## Exercise details
Pictures should be left out while the data beneath this task is written out word for word.

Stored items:
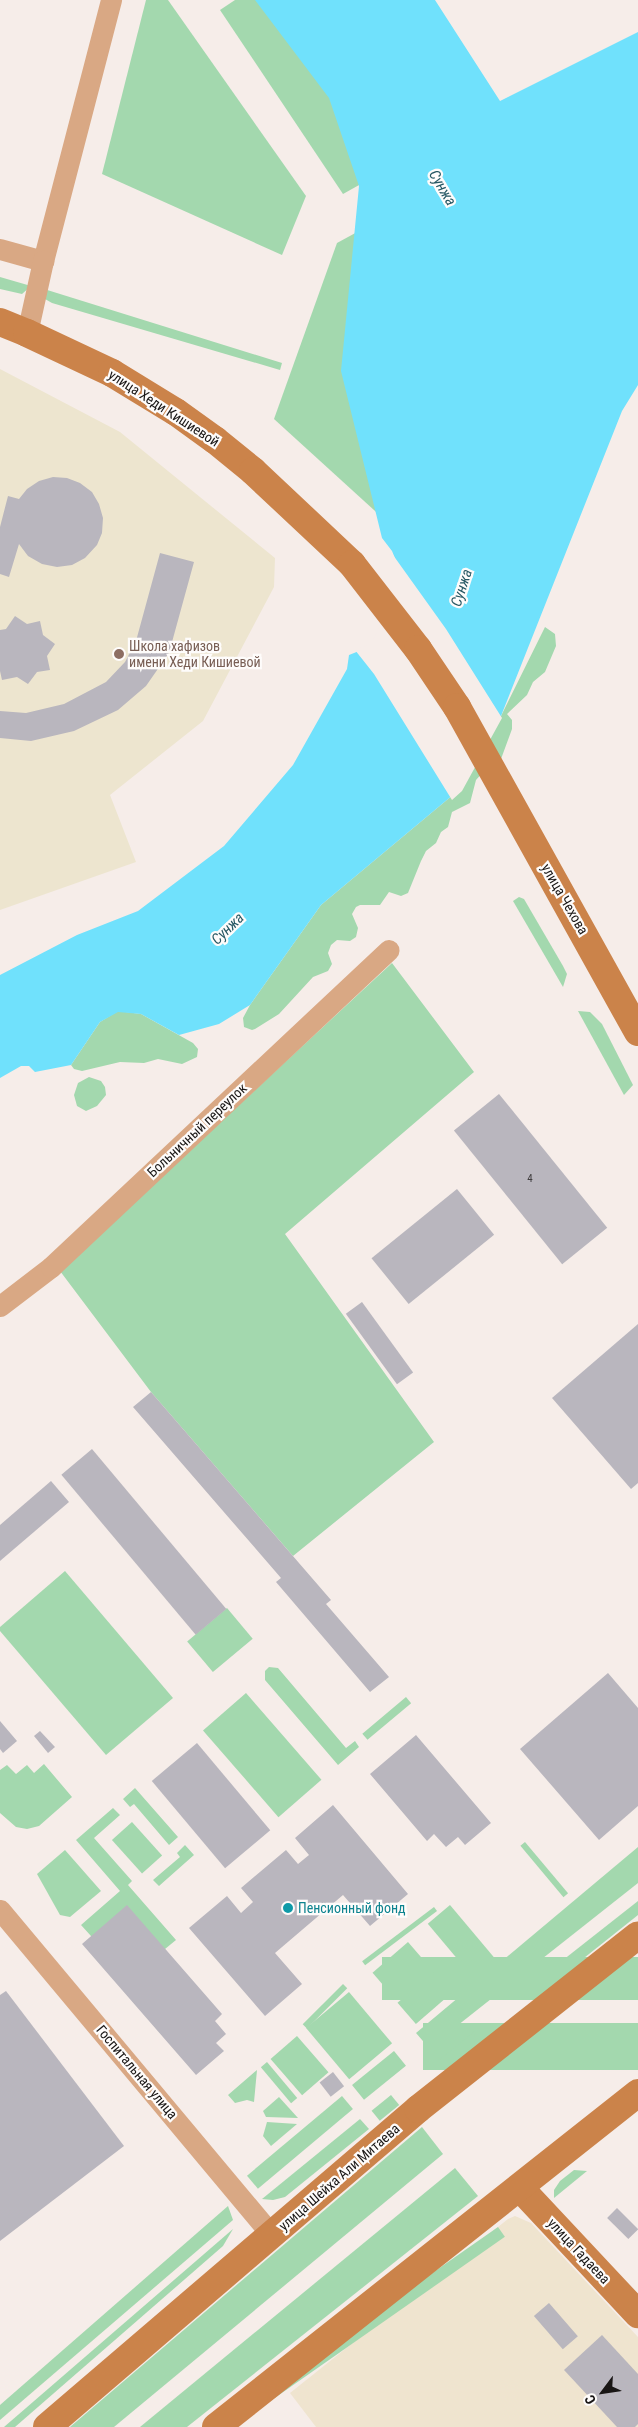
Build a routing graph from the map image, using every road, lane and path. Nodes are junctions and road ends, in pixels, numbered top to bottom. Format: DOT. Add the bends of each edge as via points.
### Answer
graph roads {
  1 [pos="111,0"];
  2 [pos="0,249"];
  3 [pos="43,261"];
  4 [pos="0,322"];
  5 [pos="27,333"];
  6 [pos="491,767"];
  7 [pos="389,950"];
  8 [pos="638,1032"];
  9 [pos="0,1306"];
  10 [pos="1,1913"];
  11 [pos="638,1936"];
  12 [pos="638,2093"];
  13 [pos="520,2188"];
  14 [pos="272,2235"];
  15 [pos="638,2314"];
  16 [pos="46,2427"];
  17 [pos="216,2427"];
  1 -- 3 [label="street"];
  2 -- 3 [label="street"];
  3 -- 5 [label="street"];
  4 -- 5 [label="main road, улица Хеди Кишиевой"];
  5 -- 6 [label="main road, улица Хеди Кишиевой" via="112,373 176,412 253,471 310,522 352,564 389,610 457,708"];
  6 -- 8 [label="main road, улица Чехова"];
  7 -- 9 [label="street, Больничный переулок" via="51,1267"];
  10 -- 14 [label="street, Госпитальная улица"];
  11 -- 14 [label="main road, улица Шейха Али Митаева" via="425,2104"];
  12 -- 13 [label="main road"];
  13 -- 15 [label="main road, улица Гадаева"];
  13 -- 17 [label="main road"];
  14 -- 16 [label="main road, улица Шейха Али Митаева"];
}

## Exercise output
Build a routing graph from the map image, using every road, lane and path. Nodes are junctions and road ends, in pixels, numbered top to bottom. Format: DOT. Add the bends of each edge as via points.
### Answer
graph roads {
  1 [pos="111,0"];
  2 [pos="0,249"];
  3 [pos="43,261"];
  4 [pos="0,322"];
  5 [pos="27,333"];
  6 [pos="491,767"];
  7 [pos="389,950"];
  8 [pos="638,1032"];
  9 [pos="0,1306"];
  10 [pos="1,1913"];
  11 [pos="638,1936"];
  12 [pos="638,2093"];
  13 [pos="520,2188"];
  14 [pos="272,2235"];
  15 [pos="638,2314"];
  16 [pos="46,2427"];
  17 [pos="216,2427"];
  1 -- 3 [label="street"];
  2 -- 3 [label="street"];
  3 -- 5 [label="street"];
  4 -- 5 [label="main road, улица Хеди Кишиевой"];
  5 -- 6 [label="main road, улица Хеди Кишиевой" via="112,373 176,412 253,471 310,522 352,564 389,610 457,708"];
  6 -- 8 [label="main road, улица Чехова"];
  7 -- 9 [label="street, Больничный переулок" via="51,1267"];
  10 -- 14 [label="street, Госпитальная улица"];
  11 -- 14 [label="main road, улица Шейха Али Митаева" via="425,2104"];
  12 -- 13 [label="main road"];
  13 -- 15 [label="main road, улица Гадаева"];
  13 -- 17 [label="main road"];
  14 -- 16 [label="main road, улица Шейха Али Митаева"];
}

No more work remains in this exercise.